(Data to examine Opens)
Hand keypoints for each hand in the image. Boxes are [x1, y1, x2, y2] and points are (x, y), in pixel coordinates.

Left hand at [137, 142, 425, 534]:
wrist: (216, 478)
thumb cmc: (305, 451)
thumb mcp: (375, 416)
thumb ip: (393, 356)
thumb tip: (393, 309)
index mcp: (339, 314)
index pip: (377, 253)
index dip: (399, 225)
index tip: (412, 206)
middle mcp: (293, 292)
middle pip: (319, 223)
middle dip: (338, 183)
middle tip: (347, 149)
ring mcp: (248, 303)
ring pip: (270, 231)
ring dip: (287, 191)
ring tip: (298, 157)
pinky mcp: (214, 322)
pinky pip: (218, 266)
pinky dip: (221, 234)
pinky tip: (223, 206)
(Data to examine Closes)
(Data to examine Opens)
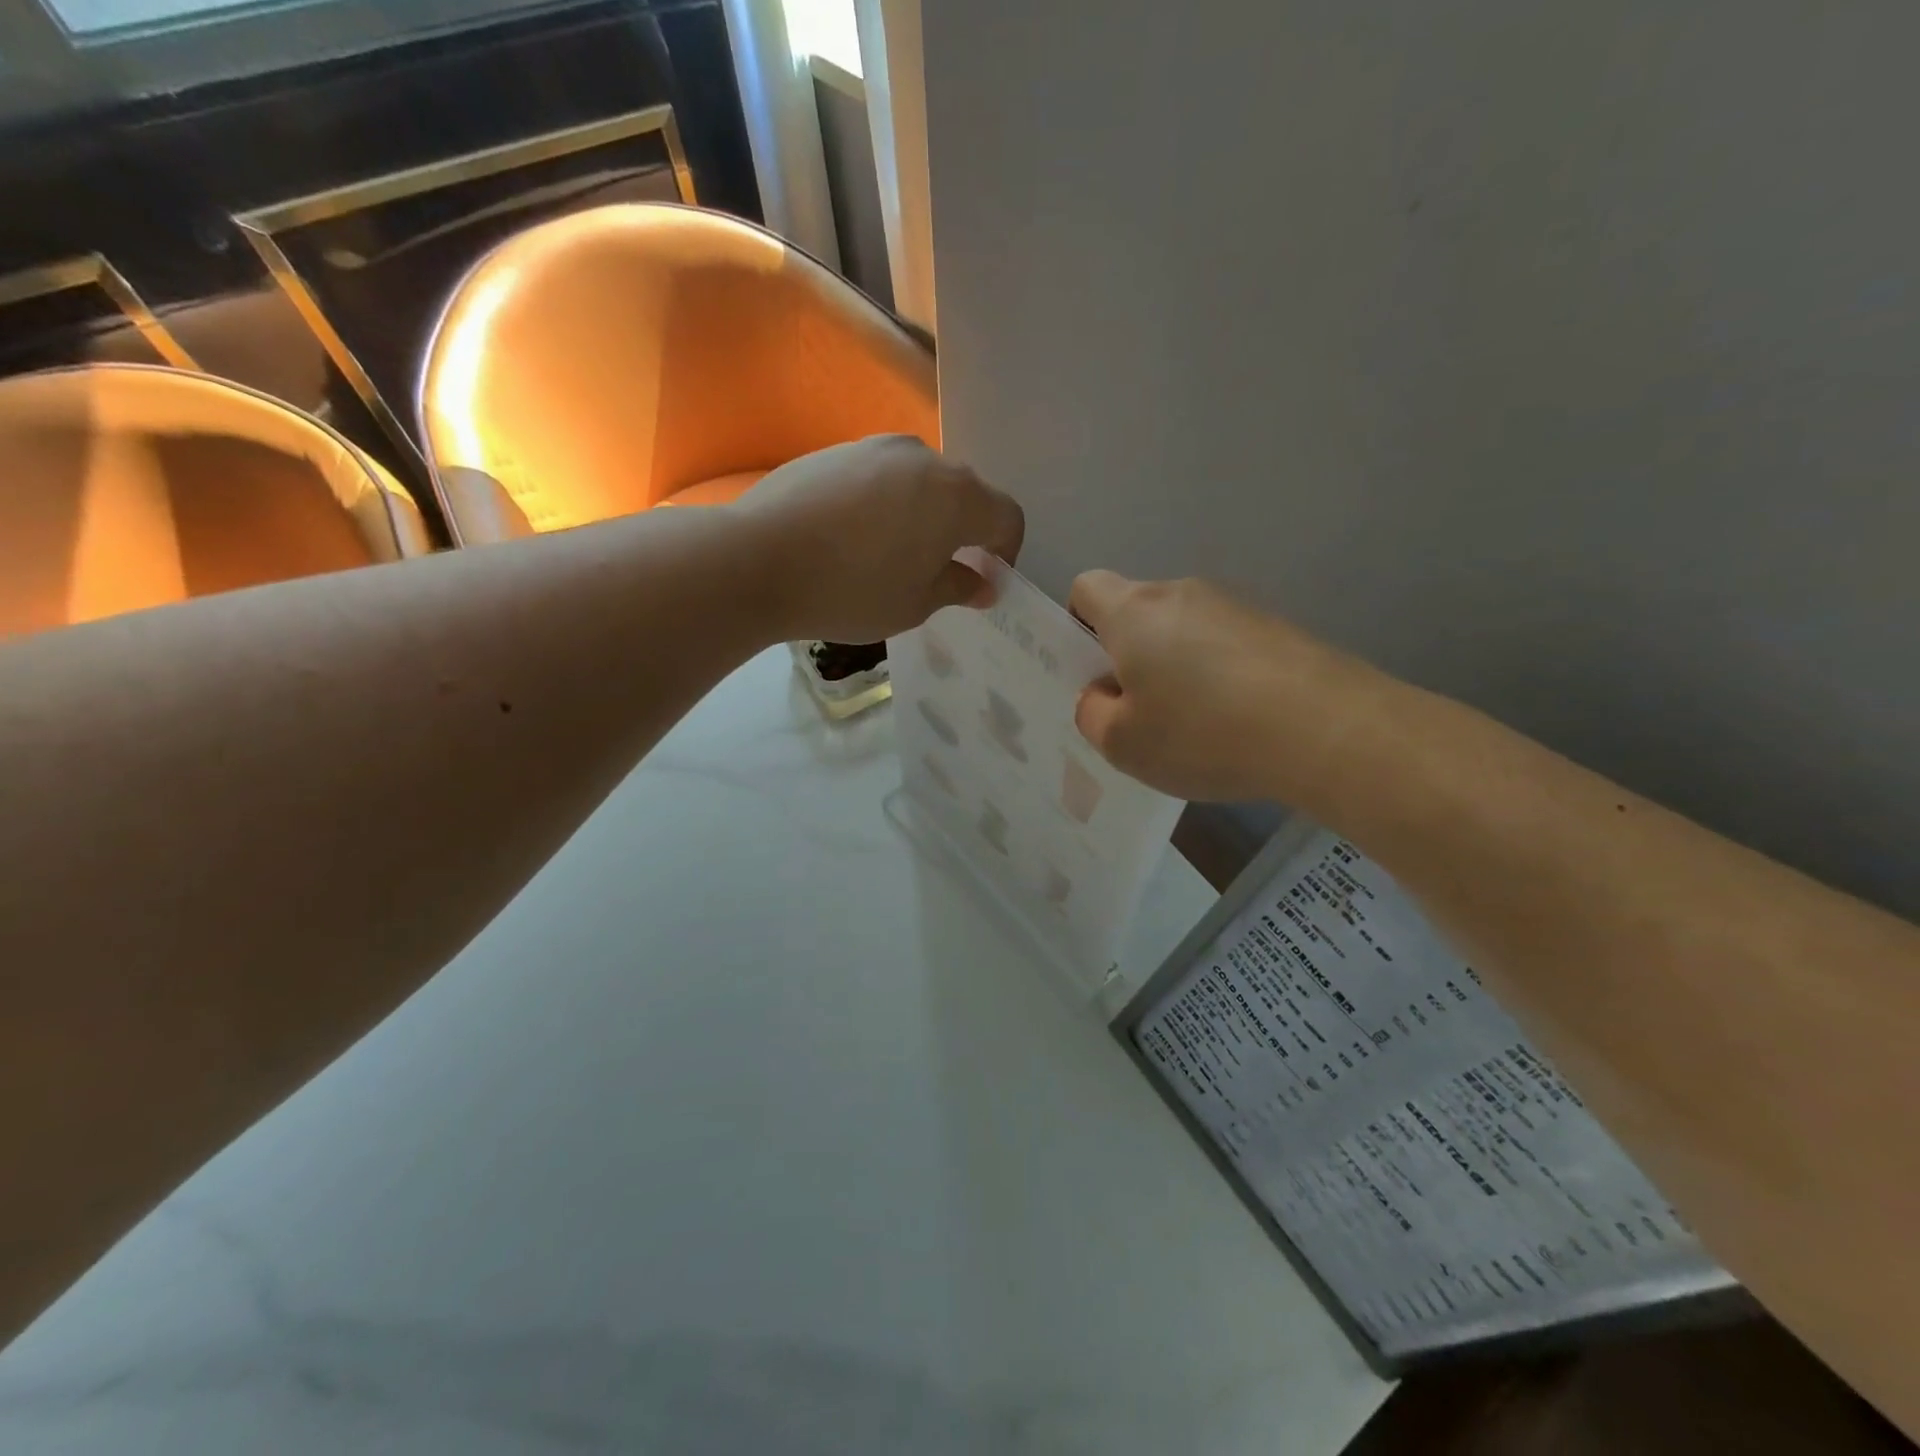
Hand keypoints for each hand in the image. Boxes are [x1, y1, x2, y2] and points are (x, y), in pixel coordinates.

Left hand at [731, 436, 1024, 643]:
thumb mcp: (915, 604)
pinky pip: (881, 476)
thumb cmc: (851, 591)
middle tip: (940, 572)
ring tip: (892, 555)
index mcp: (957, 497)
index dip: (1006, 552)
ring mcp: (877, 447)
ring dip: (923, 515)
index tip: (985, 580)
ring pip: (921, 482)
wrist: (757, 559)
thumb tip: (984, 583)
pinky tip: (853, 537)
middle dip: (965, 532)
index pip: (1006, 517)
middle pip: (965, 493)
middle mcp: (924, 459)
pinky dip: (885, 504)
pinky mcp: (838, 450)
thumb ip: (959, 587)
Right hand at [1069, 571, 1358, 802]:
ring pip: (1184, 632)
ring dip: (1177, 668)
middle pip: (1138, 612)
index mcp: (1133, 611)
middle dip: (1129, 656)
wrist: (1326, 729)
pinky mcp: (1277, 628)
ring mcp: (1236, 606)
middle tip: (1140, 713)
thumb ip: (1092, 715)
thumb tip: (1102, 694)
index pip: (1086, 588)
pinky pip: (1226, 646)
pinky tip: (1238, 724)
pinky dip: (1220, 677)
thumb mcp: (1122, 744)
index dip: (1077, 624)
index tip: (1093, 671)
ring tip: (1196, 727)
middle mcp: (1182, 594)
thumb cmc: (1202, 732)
(Data to examine Closes)
Aim of the exercise
Please give an exact copy of the lines above, beginning with the line containing "middle dip: (338, 183)" and running through the line containing "pinky tip: (223, 206)", and of no other lines.

Exercise output
middle dip: (338, 183)
middle tip: (347, 149)
ring mcp: (248, 303)
ring pip: (270, 231)
ring dip: (287, 191)
ring tip: (298, 157)
pinky mcp: (214, 322)
pinky pip: (218, 266)
pinky dip: (221, 234)
pinky tip: (223, 206)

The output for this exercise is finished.